As previously announced, the California Attorney General’s Office (“Cal AG”) will begin enforcement of the California Consumer Privacy Act (“CCPA”), which came into effect on January 1, 2020, on July 1st. The Cal AG has announced that, despite a request by certain industry groups, there will be no delay in enforcing the CCPA because of the COVID-19 pandemic.
The Cal AG recently submitted the final version of the regulations pertaining to the CCPA to the California Office for Administrative Law. These regulations do not depart significantly from the Cal AG’s prior versions in which it did not clarify certain key provisions of the CCPA. For example, in common with earlier versions of the regulations, the final regulations do not address what constitutes a “sale” of personal information under the law as to which businesses must provide consumers with prominent opt-out rights. This issue of a “sale” has created challenges for businesses because “sale” under the CCPA does not have the traditional meaning of an exchange for monetary value and because the opt-out right may affect a wide variety of non-traditional personal information, including advertising identifiers which are widely used to serve ads to users of applications and websites.
As of July 1, businesses will be subject in enforcement actions by the Cal AG to fines of $2,500 per violation ($7,500 for intentional violations) if they do not cure non-compliance within thirty days. The Cal AG may pursue businesses for violations based on conduct prior to July 1, such as a business’ failure to provide consumers with the rights provided by the statute, including the personal information collected about the consumer, the purposes of collection, and the way in which the information is shared with third parties.
As an important reminder, the CCPA contains a private right of action by consumers against a business when a consumer’s personal information “is subject to an unauthorized access and exfiltration, theft, or disclosure as a result of the business’s violation of the duty to implement and maintain reasonable security procedures and practices.” Cal. Civ. Code § 1798.150(a)(1). Although this right is frequently interpreted as being limited to data breaches of a narrower range of “personal information,” such as social security numbers, credit card numbers, and user names and passwords, plaintiffs in several recent class actions against defendants under the CCPA, including one against Zoom, are attempting to expand the private right of action to situations in which a broader range of consumers’ personal information was exposed to third parties by a business, even if a data breach by a third party did not occur.
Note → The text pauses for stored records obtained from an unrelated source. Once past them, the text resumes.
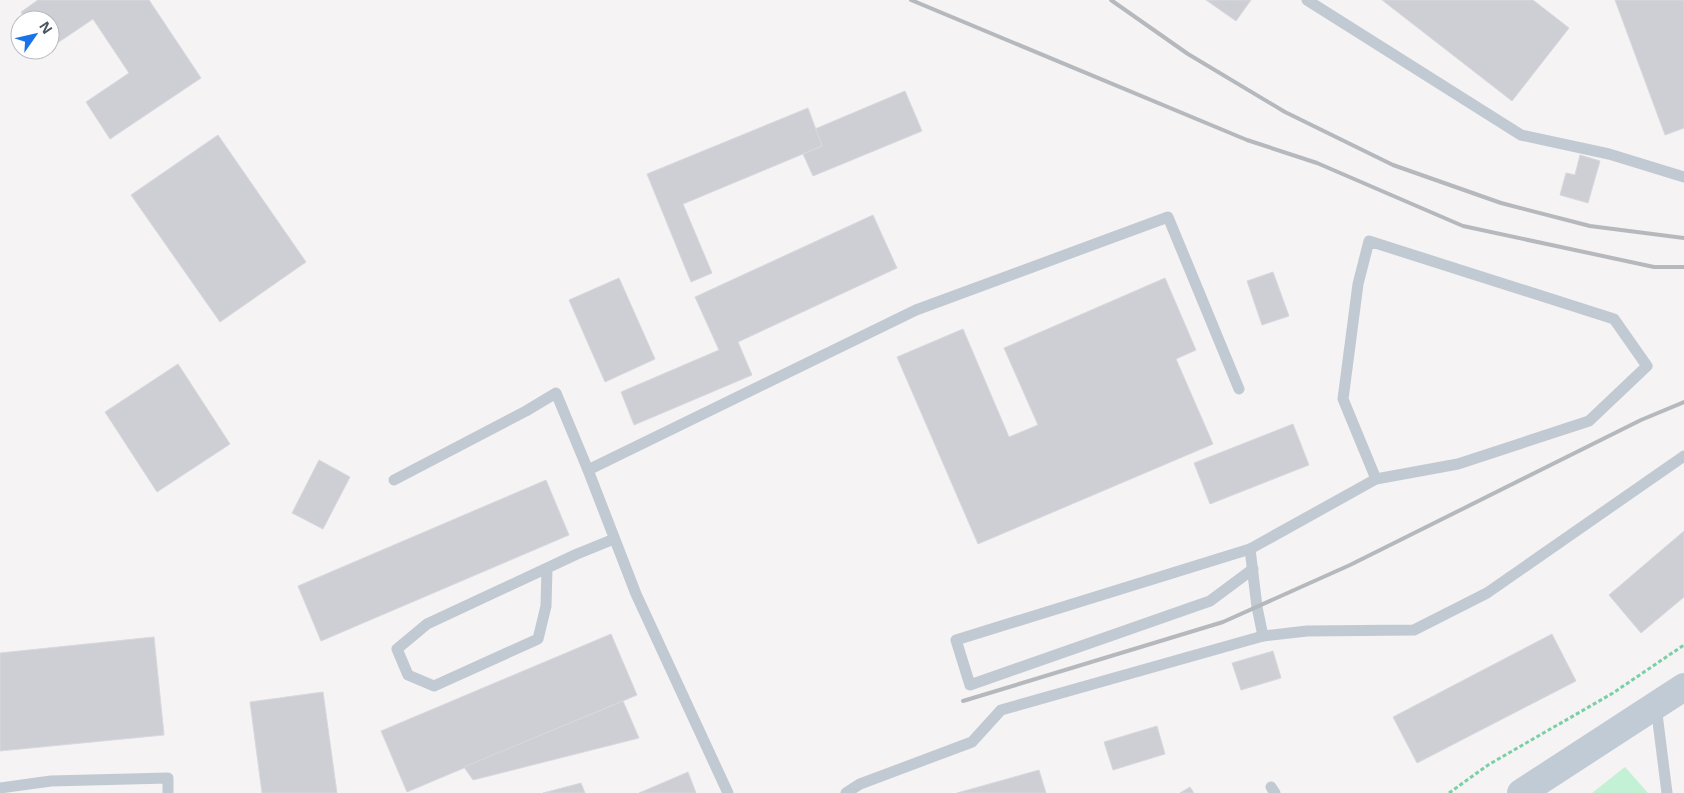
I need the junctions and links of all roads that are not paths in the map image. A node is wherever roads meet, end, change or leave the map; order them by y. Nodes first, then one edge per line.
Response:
1 (1307, 0) edge
2 (1684, 177) edge
3 (1239, 389) dead end
4 (1684, 456) edge
5 (588, 470) junction
6 (1376, 479) junction
7 (394, 480) dead end
8 (614, 539) junction
9 (1250, 550) junction
10 (547, 568) junction
11 (1253, 569) junction
12 (1263, 636) junction
13 (1684, 687) edge
14 (1656, 706) junction
15 (51, 781) junction
16 (0, 788) edge
17 (41, 793) edge
18 (168, 793) edge
19 (728, 793) edge
20 (846, 793) edge
21 (1521, 793) edge
22 (1667, 793) edge

1 - 2 lane
3 - 5 lane
4 - 12 lane
5 - 7 lane
5 - 8 lane
6 - 6 lane
6 - 9 lane
8 - 10 lane
8 - 19 lane
9 - 11 lane
9 - 11 lane
10 - 10 lane
11 - 12 lane
12 - 20 lane
13 - 14 street
14 - 21 street
14 - 22 lane
15 - 16 lane
15 - 17 lane
15 - 18 lane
Despite the fact that businesses are still in the midst of grappling with the CCPA, they may soon face additional privacy compliance challenges if the California Privacy Rights Act (“CPRA”), which has qualified for the November 2020 ballot, is approved by voters. Sponsored by Californians for Consumer Privacy and its leader Alistair Mactaggart, who also backed the CCPA, the CPRA would provide consumers with additional privacy rights and clarify certain aspects of the CCPA. For example, the CPRA would give consumers the right to restrict businesses’ use of their “sensitive” personal information. Such “sensitive data” includes Social Security numbers, drivers’ licenses, passports, financial account information, precise geolocation information, race, ethnicity, religion, union membership, personal communications, genetic data, biometric or health information, or information about sex life or sexual orientation. In a move that would bring California even closer to a European-style privacy regime, the CPRA would create a new “California Privacy Protection Agency” that would replace the California AG’s office as the enforcer of the CCPA and CPRA. The CPRA also contains numerous additional provisions, including a clarification of the definition of “sale” in the context of certain advertising activities. A more comprehensive summary of the CPRA will be provided in the near future.
In 2019, the legislature enacted AB 25, which provided that job applicants, owners, directors, staff, officers, contractors and medical staff (“personnel”) did not have the right under the CCPA afforded other consumers to access, correct, and opt-out of the “sale” of personal information used for employment or benefit purposes. Notwithstanding this exemption for employment-related information, employers are still required under the CCPA to provide such personnel with information as to the categories of information they collect and are subject to the private right of action for data breaches that involve the personal information of such personnel.
The AB 25 exemption for employment-related information is to expire on January 1, 2021. If approved by voters, the CPRA would extend the expiration of this exemption until January 1, 2023.
In light of the impending enforcement of the CCPA and the CPRA’s qualification for the November ballot, businesses should review their existing privacy policies and practices to ensure that they comply with the law and continue to be alert to this ever-changing area of law.